Find the lines below that contain the word "async" and count them. Only the number should be given.

### DATA TO EXAMINE
§ §

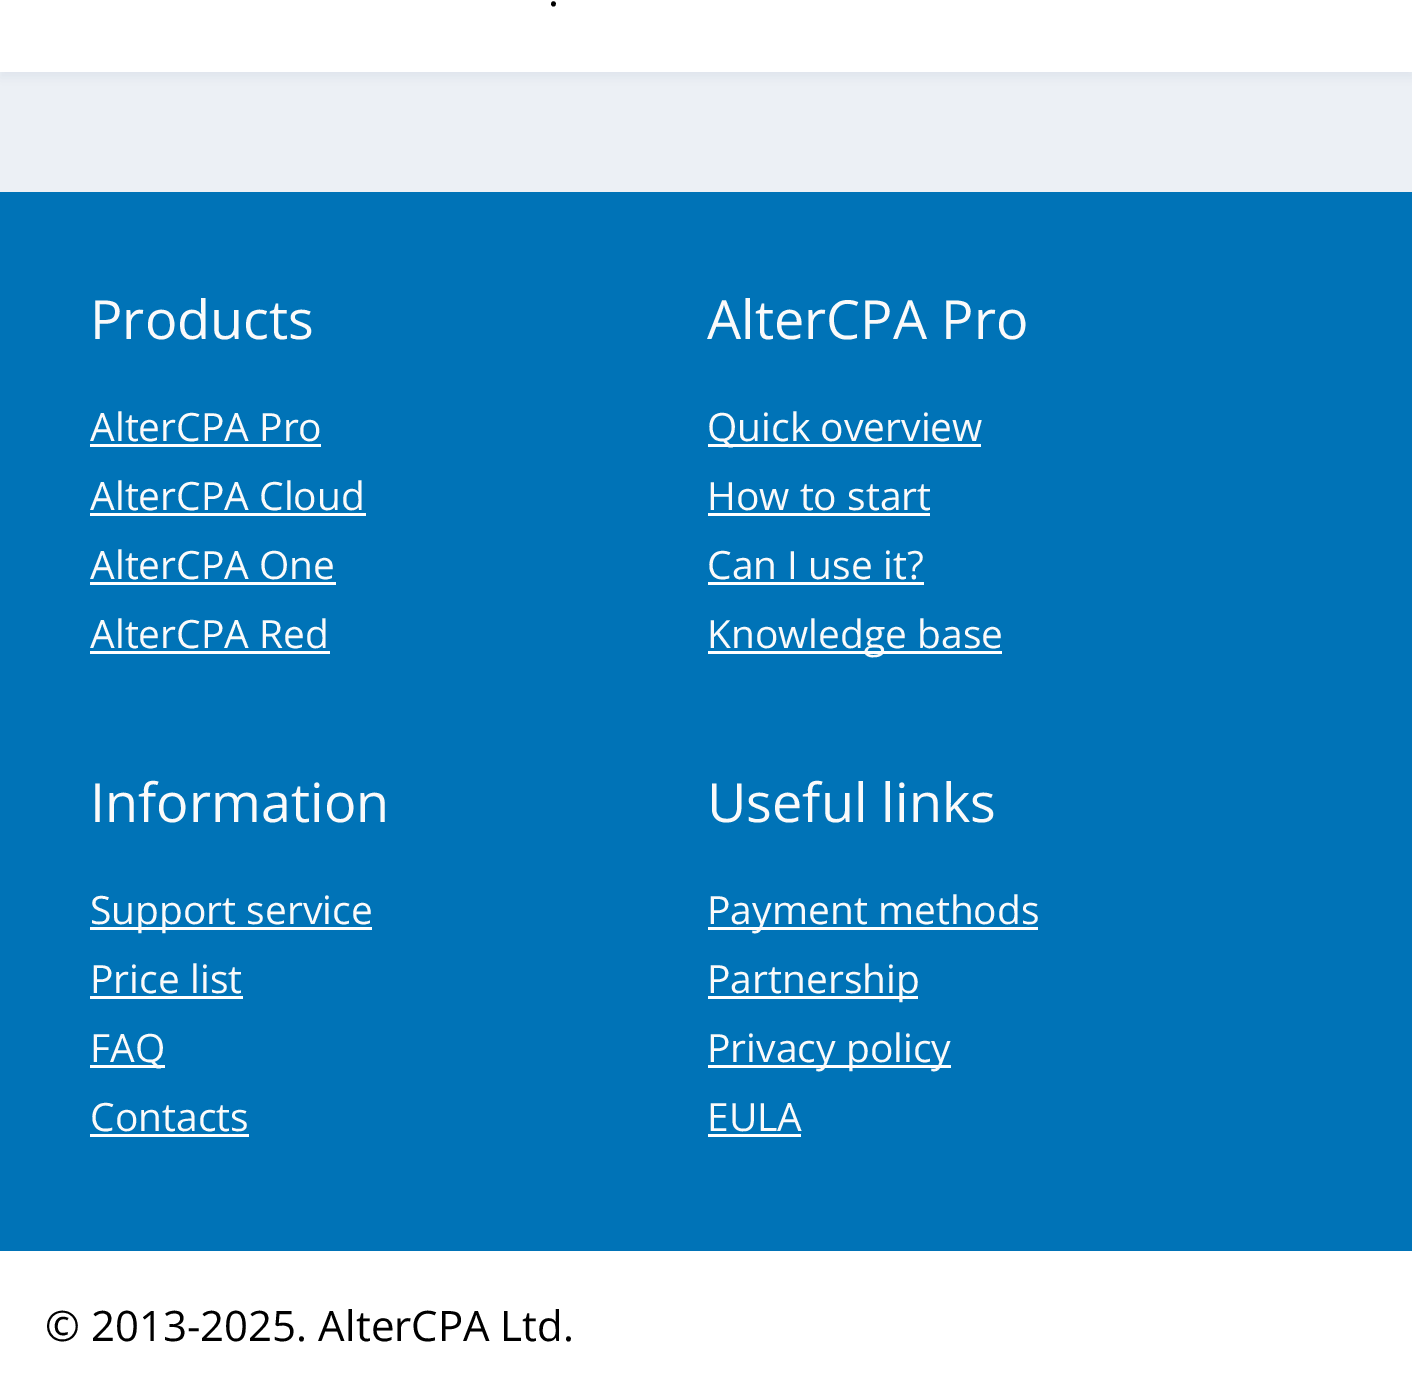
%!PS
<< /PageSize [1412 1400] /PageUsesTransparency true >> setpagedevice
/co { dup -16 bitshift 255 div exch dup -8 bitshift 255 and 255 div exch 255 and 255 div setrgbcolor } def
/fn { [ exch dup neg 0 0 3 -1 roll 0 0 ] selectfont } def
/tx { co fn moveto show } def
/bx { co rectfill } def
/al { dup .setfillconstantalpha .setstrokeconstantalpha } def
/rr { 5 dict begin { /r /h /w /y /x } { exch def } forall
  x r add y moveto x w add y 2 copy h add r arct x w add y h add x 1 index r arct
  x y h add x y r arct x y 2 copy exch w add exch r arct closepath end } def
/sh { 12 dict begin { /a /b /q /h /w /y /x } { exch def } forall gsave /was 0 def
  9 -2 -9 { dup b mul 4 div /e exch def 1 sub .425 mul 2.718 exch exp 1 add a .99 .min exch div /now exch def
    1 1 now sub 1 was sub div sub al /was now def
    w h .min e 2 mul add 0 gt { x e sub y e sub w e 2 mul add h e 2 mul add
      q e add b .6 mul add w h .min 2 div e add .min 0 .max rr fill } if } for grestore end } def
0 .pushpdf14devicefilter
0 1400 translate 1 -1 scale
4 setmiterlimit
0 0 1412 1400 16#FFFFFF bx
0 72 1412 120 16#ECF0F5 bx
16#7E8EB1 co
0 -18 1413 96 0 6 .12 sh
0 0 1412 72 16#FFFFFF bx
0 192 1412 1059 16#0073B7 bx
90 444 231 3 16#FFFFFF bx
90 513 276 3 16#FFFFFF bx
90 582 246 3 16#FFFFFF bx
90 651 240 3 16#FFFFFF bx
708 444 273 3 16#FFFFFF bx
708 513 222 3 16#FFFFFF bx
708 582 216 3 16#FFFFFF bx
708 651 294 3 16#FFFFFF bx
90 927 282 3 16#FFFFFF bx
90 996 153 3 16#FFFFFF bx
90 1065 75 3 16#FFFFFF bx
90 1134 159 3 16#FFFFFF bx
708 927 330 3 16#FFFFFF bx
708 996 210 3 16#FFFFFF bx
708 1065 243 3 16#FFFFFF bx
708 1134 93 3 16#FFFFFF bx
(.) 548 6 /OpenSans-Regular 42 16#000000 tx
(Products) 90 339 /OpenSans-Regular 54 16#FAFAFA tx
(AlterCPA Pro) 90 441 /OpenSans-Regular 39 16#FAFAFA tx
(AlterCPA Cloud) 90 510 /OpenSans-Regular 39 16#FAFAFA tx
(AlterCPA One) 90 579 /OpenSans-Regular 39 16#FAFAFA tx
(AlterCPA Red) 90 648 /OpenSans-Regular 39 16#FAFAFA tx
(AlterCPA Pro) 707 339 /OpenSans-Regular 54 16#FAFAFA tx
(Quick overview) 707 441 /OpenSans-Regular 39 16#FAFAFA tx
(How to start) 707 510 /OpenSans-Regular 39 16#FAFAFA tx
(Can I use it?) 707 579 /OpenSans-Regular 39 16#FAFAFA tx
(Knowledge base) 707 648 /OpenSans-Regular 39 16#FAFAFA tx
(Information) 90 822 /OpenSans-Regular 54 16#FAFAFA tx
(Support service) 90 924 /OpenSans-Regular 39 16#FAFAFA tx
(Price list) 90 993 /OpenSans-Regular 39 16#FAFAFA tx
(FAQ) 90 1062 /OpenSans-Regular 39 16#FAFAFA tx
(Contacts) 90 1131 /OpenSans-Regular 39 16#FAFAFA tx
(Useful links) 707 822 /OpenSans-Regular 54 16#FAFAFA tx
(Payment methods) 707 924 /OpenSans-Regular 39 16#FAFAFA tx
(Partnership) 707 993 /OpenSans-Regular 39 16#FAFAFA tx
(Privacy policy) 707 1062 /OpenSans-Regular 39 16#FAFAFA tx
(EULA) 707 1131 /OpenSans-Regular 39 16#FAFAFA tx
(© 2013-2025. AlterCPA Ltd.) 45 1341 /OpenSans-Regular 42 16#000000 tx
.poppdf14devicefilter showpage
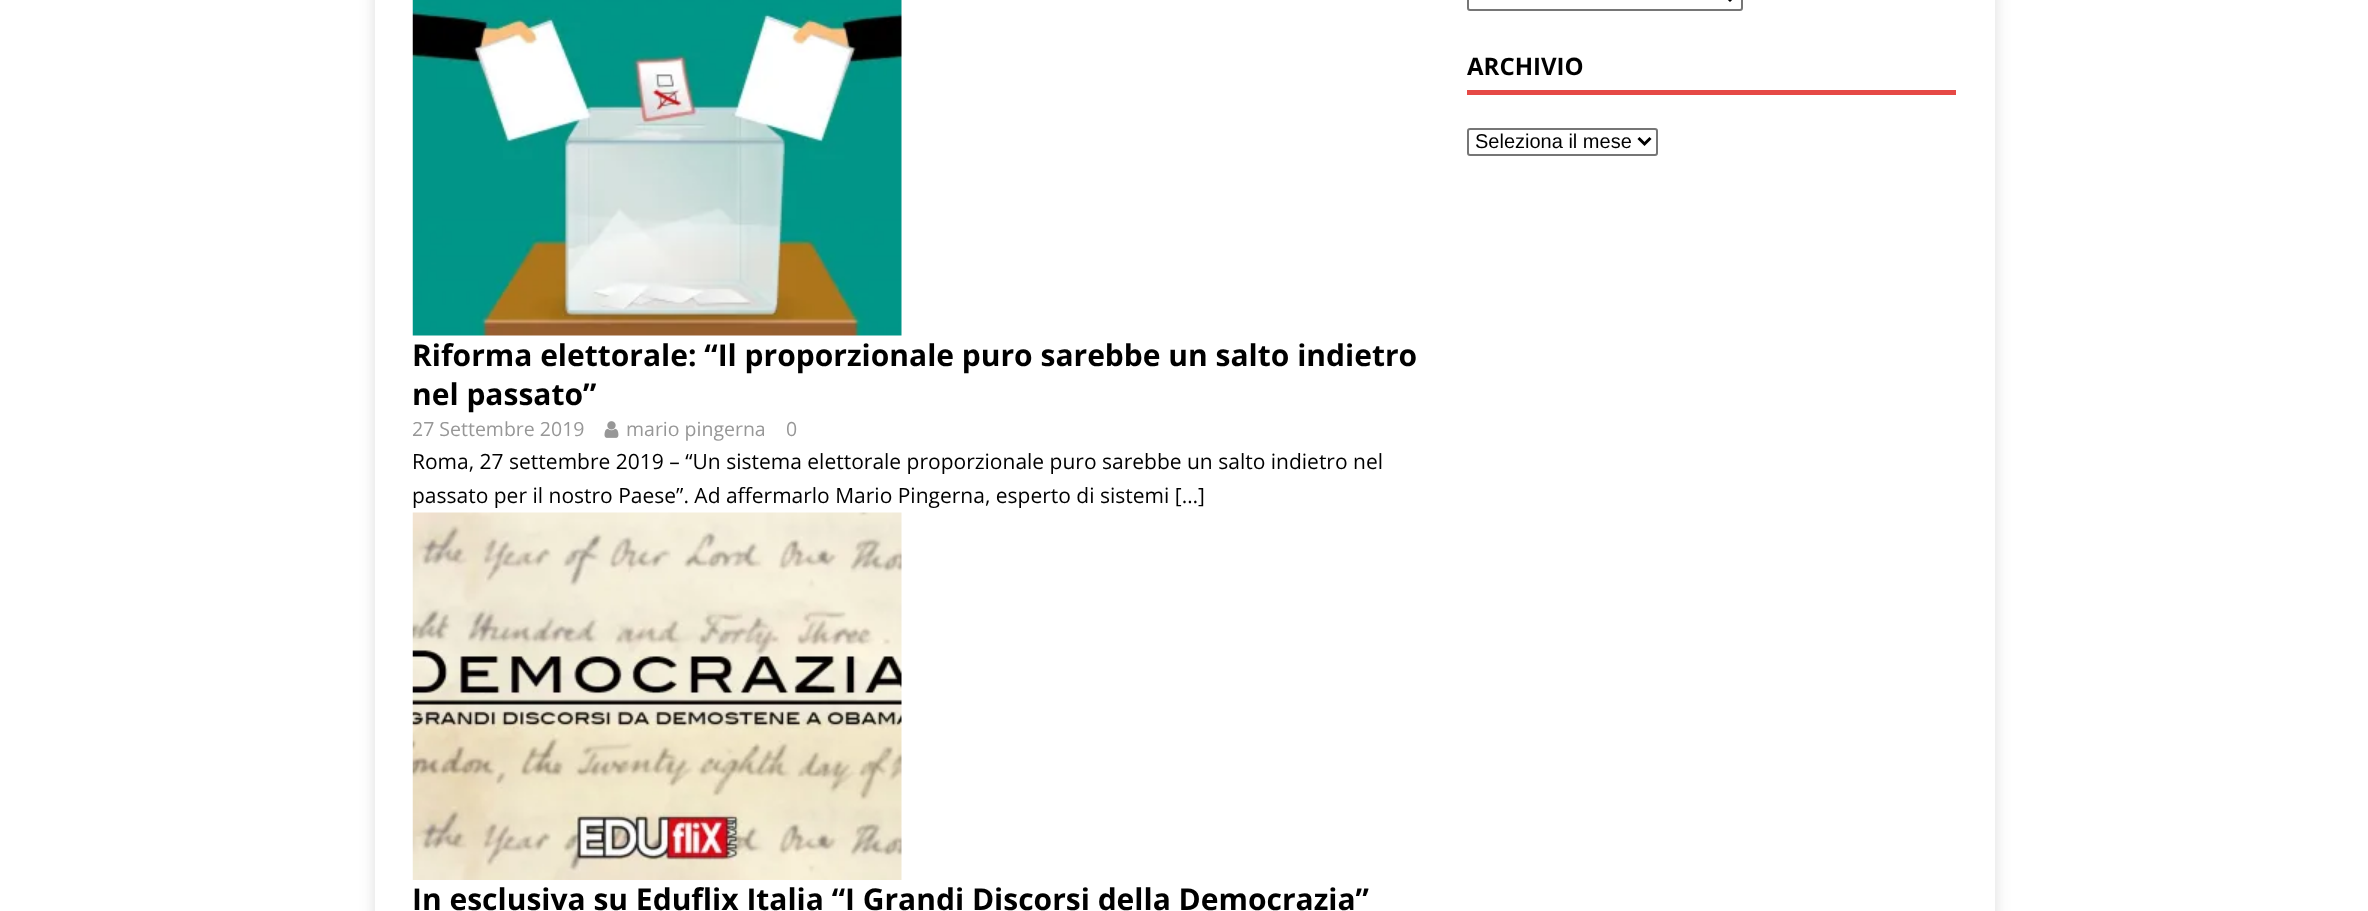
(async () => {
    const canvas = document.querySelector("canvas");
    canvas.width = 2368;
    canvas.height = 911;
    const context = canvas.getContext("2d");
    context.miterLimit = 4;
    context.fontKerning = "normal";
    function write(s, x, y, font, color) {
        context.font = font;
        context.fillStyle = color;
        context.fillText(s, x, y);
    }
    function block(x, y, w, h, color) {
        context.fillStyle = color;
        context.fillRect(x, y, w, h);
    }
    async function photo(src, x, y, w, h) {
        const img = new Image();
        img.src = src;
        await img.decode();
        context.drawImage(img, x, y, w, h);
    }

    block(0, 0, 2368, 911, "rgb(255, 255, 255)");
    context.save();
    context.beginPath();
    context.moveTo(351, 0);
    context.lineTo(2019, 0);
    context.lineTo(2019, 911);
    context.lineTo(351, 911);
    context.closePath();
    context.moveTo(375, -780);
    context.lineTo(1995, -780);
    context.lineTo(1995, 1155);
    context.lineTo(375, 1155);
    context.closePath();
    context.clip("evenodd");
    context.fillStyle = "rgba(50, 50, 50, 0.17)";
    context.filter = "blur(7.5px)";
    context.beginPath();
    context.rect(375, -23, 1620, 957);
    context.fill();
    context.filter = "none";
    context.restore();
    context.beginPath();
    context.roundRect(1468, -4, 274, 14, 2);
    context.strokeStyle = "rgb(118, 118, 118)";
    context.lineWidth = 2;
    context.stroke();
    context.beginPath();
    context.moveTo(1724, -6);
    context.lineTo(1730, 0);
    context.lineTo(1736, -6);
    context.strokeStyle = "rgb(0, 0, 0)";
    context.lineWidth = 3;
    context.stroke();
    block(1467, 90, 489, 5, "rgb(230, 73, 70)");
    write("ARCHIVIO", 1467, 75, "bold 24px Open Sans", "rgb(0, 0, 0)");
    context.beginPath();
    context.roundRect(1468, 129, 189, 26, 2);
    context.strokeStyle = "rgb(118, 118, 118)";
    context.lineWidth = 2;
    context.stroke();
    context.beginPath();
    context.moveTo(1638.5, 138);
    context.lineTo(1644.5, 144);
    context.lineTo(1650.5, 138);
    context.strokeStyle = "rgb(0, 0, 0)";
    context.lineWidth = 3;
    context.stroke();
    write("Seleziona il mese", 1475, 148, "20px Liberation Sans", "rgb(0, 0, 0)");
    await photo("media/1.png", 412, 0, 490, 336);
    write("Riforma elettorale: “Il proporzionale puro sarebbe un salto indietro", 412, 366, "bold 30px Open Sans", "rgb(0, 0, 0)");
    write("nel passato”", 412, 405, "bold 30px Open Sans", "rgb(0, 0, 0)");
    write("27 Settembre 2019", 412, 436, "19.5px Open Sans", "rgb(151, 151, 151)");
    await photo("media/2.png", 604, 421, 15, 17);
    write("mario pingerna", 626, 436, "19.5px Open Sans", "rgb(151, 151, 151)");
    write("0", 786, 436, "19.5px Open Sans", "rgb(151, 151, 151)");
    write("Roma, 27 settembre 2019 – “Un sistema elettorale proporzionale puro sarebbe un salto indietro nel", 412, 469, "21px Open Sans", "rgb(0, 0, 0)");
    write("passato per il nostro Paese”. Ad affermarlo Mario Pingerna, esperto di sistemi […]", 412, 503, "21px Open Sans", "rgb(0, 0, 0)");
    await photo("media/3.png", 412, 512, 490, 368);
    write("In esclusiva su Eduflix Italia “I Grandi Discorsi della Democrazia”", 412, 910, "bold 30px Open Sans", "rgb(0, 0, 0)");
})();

§ §

### EXERCISE OUTPUT
2